Saved data entries:
****************
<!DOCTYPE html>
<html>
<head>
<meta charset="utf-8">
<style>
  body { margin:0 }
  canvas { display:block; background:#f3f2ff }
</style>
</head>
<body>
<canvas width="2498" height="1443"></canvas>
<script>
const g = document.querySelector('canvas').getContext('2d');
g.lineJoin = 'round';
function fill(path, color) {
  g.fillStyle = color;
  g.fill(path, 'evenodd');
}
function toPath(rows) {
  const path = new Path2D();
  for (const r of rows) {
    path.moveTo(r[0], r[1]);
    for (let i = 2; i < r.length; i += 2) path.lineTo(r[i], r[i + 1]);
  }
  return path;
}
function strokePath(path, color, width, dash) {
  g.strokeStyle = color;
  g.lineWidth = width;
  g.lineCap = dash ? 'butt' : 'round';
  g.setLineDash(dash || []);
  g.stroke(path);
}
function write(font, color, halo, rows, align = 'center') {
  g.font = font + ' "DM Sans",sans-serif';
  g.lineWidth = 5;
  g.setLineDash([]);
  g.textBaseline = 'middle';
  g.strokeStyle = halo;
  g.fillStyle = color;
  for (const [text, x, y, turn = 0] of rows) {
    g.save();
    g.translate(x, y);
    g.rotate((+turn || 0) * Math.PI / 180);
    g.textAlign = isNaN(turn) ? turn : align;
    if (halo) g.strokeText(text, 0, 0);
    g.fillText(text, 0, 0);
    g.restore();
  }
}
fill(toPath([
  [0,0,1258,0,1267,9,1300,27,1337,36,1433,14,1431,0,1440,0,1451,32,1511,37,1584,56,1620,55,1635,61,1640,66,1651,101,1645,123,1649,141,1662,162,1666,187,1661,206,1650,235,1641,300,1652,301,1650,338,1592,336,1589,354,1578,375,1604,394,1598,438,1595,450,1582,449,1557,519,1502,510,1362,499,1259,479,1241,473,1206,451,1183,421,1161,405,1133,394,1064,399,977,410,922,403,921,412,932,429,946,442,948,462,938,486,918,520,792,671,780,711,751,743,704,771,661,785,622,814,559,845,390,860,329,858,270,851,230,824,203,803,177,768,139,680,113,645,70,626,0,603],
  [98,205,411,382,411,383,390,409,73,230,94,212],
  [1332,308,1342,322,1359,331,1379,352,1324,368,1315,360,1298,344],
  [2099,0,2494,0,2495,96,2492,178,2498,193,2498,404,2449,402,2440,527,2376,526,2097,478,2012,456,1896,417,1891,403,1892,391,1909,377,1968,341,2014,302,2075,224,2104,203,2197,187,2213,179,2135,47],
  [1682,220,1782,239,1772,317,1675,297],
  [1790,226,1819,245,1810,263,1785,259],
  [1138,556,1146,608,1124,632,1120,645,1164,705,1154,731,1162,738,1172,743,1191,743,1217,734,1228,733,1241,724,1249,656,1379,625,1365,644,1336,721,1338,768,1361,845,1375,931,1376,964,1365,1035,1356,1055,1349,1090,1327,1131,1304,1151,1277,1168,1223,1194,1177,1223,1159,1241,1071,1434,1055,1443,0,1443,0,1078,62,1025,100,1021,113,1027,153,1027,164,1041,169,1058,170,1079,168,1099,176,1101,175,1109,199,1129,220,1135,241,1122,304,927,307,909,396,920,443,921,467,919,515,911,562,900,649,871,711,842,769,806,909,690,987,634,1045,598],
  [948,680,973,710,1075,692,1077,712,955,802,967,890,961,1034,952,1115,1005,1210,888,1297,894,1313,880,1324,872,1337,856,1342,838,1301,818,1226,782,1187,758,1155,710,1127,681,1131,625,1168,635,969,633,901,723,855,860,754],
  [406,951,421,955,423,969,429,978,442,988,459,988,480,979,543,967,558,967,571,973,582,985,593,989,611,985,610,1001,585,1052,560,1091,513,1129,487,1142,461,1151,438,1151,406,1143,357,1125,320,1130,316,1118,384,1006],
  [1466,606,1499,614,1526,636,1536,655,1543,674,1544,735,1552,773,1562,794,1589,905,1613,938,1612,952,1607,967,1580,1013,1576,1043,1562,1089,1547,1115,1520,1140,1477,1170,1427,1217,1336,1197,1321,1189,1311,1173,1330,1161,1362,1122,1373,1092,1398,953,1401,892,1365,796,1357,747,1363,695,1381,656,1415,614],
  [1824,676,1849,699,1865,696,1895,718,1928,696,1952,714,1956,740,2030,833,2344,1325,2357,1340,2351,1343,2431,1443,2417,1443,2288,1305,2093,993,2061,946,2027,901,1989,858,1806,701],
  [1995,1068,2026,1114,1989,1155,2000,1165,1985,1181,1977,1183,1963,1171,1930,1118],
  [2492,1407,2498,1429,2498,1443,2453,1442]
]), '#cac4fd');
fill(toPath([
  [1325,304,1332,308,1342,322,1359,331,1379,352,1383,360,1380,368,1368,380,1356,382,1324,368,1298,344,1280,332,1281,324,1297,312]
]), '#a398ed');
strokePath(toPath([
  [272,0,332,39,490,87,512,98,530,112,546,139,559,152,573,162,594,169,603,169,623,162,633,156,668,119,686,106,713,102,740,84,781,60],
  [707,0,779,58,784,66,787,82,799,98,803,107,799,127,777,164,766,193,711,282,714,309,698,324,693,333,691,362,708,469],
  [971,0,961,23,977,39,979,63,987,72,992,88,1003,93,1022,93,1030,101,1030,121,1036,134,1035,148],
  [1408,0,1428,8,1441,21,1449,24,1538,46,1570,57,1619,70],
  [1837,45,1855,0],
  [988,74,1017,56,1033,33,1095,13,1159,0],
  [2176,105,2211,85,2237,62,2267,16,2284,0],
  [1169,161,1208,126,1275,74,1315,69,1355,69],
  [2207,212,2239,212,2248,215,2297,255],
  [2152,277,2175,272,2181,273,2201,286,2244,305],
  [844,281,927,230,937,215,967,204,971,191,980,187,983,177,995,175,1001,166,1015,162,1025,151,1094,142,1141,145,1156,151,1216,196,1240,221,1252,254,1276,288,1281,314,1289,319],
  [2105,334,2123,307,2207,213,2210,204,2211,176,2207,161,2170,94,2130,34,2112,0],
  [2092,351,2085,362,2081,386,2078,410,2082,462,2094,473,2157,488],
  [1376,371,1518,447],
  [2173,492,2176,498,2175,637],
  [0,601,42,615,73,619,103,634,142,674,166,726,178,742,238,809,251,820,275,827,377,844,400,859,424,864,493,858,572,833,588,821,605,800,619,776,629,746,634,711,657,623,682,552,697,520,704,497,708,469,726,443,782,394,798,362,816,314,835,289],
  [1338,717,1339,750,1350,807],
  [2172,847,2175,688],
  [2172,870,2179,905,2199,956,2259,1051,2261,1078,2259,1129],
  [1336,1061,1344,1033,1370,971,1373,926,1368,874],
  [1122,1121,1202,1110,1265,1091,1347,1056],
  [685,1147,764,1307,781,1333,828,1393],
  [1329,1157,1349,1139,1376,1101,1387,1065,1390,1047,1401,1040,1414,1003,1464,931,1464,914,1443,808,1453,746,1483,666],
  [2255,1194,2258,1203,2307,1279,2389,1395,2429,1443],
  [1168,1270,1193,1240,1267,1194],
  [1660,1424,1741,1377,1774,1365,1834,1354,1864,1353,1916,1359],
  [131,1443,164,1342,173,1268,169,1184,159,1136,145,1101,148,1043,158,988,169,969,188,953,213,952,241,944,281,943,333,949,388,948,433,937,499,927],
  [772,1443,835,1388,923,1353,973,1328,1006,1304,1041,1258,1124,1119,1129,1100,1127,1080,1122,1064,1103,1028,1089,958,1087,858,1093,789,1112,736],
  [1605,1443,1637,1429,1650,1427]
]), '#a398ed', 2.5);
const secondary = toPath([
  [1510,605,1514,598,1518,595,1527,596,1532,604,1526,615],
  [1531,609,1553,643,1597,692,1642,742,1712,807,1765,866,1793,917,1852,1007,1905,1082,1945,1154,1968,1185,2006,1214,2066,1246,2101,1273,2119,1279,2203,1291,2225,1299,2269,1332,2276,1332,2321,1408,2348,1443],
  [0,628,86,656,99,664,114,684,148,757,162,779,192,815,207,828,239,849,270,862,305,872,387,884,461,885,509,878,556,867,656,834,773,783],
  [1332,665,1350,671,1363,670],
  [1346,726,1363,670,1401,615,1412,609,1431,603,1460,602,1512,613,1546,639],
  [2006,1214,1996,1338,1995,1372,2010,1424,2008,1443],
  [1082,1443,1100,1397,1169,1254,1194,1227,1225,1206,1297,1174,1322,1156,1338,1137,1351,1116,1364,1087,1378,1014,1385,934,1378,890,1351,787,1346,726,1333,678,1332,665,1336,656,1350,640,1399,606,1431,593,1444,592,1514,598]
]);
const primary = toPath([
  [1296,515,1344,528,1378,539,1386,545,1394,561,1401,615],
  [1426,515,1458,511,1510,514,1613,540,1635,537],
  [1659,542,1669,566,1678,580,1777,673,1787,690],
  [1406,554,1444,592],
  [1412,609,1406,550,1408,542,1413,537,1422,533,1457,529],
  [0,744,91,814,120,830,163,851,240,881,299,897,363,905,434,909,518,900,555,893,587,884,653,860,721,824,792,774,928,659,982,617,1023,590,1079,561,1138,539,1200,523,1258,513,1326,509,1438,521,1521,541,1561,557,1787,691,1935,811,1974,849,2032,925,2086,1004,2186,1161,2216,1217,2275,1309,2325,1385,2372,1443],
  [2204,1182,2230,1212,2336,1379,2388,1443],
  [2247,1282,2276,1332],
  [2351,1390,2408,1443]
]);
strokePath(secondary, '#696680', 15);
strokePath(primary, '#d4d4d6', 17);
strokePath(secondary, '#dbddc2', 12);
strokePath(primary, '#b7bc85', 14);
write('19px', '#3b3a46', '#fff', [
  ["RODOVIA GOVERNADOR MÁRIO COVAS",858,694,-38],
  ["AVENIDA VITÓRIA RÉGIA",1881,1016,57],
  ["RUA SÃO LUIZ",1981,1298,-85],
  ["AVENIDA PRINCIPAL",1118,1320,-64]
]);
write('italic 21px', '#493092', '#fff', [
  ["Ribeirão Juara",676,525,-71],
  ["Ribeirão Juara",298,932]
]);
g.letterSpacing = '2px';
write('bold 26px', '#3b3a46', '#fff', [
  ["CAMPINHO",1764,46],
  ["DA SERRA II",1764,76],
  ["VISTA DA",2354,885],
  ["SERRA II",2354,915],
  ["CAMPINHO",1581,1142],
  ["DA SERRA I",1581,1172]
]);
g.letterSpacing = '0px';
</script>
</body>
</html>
****************
> WHAT TO DO
Repeat each line of the data above, exactly as it appears, from the first through the line that contains "function strokePath(path, color, width, dash)".

> SOLUTION FOR THIS EXERCISE
<!DOCTYPE html>
<html>
<head>
<meta charset="utf-8">
<style>
  body { margin:0 }
  canvas { display:block; background:#f3f2ff }
</style>
</head>
<body>
<canvas width="2498" height="1443"></canvas>
<script>
const g = document.querySelector('canvas').getContext('2d');
g.lineJoin = 'round';
function fill(path, color) {
  g.fillStyle = color;
  g.fill(path, 'evenodd');
}
function toPath(rows) {
  const path = new Path2D();
  for (const r of rows) {
    path.moveTo(r[0], r[1]);
    for (let i = 2; i < r.length; i += 2) path.lineTo(r[i], r[i + 1]);
  }
  return path;
}
function strokePath(path, color, width, dash) {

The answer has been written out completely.